Charles McClellandSeptember 23, 2024
Thank you for this insightful and comprehensive article. I am sharing it with my children, their spouses and my grandchildren!
Vaughn BarrusSeptember 23, 2024
Oh wretched man that I am. The sins that do so easily beset me. I am so far from perfect that without the gospel and church I don’t know where I would be. This scares me and makes me want to be in church just so I can stay on or as close to the straight and narrow as possible. As the author has stated, our personal spiritual experience fades as time passes and we start to loose the lift they give us. In order to retain this lift I strive to continue to have more spiritual experiences. I do this by attending church and going often to the temple. If we stop going to church we loose the ability to go to the temple and then to receive these spiritual experiences. I can not imagine life without church and especially without the temple experience.
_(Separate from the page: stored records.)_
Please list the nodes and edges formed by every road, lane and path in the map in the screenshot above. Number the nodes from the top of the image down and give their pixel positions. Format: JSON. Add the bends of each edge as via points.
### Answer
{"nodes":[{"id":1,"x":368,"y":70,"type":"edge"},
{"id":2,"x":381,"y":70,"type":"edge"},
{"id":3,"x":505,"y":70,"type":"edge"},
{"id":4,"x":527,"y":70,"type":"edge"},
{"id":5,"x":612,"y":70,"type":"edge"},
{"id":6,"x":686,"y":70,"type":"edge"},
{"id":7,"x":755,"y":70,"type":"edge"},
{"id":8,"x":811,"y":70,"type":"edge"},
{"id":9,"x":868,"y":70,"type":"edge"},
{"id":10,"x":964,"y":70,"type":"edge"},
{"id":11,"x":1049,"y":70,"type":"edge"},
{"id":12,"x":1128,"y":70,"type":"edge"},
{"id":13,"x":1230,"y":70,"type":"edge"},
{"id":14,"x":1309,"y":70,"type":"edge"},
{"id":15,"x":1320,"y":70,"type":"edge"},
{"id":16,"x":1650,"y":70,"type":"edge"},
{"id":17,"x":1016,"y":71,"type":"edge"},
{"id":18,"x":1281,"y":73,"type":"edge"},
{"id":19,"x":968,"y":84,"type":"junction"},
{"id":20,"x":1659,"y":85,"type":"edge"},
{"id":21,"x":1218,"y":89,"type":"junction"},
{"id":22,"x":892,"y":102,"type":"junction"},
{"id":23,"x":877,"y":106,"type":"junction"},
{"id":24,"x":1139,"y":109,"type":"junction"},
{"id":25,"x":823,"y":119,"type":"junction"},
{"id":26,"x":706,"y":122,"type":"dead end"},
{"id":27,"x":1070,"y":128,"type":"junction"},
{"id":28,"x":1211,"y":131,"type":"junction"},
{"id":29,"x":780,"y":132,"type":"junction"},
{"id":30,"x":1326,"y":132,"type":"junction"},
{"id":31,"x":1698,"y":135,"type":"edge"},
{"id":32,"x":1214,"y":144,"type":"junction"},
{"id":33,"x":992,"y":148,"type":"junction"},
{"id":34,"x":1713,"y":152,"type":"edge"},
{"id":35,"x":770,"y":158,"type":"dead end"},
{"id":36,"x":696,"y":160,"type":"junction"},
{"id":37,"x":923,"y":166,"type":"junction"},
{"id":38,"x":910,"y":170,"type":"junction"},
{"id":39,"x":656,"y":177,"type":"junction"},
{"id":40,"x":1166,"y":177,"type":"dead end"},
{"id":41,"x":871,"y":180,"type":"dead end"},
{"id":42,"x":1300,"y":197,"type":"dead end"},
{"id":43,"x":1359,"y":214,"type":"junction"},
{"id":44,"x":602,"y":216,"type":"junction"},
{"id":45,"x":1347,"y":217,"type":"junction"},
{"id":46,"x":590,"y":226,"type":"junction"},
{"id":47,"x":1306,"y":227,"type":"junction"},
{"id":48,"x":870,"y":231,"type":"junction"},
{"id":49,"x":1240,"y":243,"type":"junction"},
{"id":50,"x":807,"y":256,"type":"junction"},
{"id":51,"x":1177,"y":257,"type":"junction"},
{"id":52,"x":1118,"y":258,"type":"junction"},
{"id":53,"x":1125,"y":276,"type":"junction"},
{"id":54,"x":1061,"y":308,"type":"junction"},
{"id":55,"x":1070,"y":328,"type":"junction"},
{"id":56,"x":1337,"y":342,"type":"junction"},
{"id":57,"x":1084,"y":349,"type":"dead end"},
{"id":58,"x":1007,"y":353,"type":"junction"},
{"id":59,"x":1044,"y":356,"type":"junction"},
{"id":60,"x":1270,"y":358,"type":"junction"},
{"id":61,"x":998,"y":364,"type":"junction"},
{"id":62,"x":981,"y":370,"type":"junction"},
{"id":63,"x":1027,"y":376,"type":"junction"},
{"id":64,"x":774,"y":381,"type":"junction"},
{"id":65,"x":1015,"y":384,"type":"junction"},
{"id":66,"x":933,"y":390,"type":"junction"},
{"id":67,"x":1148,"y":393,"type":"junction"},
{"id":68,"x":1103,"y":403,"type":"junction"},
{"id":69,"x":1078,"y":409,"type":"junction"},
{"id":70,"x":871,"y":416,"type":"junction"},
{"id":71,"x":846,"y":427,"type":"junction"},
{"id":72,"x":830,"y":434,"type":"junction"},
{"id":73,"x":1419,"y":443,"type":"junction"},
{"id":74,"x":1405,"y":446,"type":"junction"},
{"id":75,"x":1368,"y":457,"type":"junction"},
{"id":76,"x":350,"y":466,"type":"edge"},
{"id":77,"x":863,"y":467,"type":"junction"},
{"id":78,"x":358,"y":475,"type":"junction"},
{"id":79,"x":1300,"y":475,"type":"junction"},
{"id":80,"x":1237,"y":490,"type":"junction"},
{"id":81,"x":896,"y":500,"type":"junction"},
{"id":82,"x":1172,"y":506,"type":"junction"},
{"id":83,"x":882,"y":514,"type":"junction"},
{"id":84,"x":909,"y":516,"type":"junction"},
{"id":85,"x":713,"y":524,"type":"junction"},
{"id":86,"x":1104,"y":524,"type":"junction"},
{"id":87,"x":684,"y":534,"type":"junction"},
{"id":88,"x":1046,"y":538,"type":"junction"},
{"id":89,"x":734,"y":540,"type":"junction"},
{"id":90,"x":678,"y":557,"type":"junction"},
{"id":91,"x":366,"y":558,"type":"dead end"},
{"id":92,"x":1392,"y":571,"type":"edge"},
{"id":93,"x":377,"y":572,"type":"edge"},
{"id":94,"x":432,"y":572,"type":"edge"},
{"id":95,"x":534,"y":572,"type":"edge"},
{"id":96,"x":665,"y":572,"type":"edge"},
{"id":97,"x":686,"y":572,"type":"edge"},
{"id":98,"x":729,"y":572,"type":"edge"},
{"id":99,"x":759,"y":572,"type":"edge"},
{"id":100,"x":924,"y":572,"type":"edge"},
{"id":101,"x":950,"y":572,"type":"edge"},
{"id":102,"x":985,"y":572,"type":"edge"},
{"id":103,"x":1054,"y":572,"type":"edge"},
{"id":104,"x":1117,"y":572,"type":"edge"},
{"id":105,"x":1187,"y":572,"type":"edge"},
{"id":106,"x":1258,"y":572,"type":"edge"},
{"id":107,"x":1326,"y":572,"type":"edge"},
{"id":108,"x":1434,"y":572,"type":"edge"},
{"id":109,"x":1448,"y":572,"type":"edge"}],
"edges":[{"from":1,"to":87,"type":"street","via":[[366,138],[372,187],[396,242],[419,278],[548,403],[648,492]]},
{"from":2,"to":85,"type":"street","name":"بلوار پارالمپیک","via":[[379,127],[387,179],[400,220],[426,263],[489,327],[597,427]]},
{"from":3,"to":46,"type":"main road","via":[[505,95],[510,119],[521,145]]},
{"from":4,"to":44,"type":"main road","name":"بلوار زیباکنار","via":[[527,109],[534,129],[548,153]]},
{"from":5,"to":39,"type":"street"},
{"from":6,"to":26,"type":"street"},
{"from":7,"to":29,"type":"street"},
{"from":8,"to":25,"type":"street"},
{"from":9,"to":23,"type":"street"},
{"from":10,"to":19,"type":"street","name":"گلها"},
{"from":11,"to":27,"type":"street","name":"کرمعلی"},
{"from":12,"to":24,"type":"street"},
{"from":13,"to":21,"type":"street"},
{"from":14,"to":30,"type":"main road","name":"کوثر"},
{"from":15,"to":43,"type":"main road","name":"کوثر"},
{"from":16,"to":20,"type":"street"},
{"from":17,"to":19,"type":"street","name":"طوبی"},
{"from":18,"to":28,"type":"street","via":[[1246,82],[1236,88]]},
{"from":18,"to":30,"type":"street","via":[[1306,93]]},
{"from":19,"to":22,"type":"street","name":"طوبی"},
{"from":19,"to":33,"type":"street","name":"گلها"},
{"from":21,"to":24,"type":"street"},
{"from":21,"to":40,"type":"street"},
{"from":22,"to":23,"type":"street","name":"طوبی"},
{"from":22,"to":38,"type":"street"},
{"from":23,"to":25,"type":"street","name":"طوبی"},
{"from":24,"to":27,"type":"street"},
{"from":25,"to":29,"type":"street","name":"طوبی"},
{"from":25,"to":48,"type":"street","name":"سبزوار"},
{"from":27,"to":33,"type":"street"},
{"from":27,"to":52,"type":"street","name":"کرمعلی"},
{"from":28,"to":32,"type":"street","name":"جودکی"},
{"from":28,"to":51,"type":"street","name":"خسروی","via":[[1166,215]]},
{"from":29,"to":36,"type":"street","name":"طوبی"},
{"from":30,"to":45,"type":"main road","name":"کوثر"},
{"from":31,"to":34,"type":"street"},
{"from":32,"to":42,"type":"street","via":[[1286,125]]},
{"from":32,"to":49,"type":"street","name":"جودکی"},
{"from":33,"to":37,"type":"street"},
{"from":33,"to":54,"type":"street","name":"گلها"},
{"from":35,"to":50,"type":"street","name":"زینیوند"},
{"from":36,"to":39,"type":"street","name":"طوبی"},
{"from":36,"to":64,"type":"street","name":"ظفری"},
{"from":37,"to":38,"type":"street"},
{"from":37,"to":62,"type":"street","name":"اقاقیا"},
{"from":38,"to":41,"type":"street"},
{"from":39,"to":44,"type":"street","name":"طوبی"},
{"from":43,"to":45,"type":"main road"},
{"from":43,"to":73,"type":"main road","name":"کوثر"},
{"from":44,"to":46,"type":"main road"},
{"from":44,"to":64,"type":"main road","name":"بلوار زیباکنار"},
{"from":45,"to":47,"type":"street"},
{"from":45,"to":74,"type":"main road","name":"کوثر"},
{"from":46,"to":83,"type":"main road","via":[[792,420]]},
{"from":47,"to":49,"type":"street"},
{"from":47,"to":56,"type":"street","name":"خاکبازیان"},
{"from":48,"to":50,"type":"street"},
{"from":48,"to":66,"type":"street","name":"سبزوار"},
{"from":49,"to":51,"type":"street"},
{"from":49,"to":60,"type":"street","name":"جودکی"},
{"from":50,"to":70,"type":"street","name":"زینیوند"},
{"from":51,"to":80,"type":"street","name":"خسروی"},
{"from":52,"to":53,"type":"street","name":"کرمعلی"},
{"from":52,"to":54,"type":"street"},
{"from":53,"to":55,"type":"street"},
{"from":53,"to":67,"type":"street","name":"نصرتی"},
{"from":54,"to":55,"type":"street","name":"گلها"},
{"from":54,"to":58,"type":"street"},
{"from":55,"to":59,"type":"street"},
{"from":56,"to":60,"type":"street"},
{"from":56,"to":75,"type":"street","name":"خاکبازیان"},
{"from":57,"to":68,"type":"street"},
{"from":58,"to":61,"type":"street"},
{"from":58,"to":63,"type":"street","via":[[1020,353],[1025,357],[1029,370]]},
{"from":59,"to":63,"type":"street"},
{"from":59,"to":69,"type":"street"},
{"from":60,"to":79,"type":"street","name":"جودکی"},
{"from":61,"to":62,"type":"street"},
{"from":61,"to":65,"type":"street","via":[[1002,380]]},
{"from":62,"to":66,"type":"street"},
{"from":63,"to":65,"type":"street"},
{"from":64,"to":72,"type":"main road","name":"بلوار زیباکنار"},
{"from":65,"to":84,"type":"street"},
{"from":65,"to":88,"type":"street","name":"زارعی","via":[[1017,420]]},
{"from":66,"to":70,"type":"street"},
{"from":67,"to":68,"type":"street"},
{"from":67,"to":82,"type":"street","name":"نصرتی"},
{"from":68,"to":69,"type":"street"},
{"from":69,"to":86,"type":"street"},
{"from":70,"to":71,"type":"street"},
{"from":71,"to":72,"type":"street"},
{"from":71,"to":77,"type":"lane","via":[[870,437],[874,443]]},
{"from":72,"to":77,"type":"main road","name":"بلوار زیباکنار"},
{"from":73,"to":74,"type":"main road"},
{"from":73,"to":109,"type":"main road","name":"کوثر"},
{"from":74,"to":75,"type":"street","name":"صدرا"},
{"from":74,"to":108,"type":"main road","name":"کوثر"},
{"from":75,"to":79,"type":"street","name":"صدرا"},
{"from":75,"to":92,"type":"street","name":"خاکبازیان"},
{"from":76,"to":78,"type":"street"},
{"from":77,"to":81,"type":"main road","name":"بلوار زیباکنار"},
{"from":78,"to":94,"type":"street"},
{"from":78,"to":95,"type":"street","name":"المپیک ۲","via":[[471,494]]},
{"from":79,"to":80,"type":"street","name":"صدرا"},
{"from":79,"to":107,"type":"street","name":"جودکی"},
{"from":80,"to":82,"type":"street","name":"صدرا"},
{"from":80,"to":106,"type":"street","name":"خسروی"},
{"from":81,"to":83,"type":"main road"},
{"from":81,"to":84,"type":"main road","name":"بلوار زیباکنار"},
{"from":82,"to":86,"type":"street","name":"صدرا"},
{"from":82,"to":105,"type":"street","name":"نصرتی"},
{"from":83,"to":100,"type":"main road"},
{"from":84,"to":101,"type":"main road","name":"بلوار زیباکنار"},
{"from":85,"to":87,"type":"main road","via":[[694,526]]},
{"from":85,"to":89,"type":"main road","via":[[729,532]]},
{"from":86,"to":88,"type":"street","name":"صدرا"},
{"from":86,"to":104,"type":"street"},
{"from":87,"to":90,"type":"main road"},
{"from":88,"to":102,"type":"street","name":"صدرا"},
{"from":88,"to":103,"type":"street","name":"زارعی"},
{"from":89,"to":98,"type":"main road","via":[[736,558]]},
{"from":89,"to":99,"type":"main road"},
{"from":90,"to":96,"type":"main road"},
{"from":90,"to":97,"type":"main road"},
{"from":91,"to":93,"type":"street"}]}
I attended church first tp refill my lamp with oil and then to remain worthy of attend the temple where I get the strength to carry on.
VaughnSeptember 23, 2024
I may comment more than once. First I learned long ago, if people are on pedestals it’s because we put them there. Most often it’s not because they put themselves on that pedestal. So when they fall from the pedestal that we put them on we loose faith. I used to work with an emeritus member of the 70, in a meeting ( not a church meeting) he suggested that everyone needed to watch a particular R rated movie that depicted the 2nd world war. When I questioned him as to the rating and to the council of the church against watching such movies he stammered a bit then said “ This was the war. I lived it, everyone should watch it so they can know.” This taught me that we, regardless of our callings or position in the church we are all human and weak and frail. It also taught me not to put people on pedestals.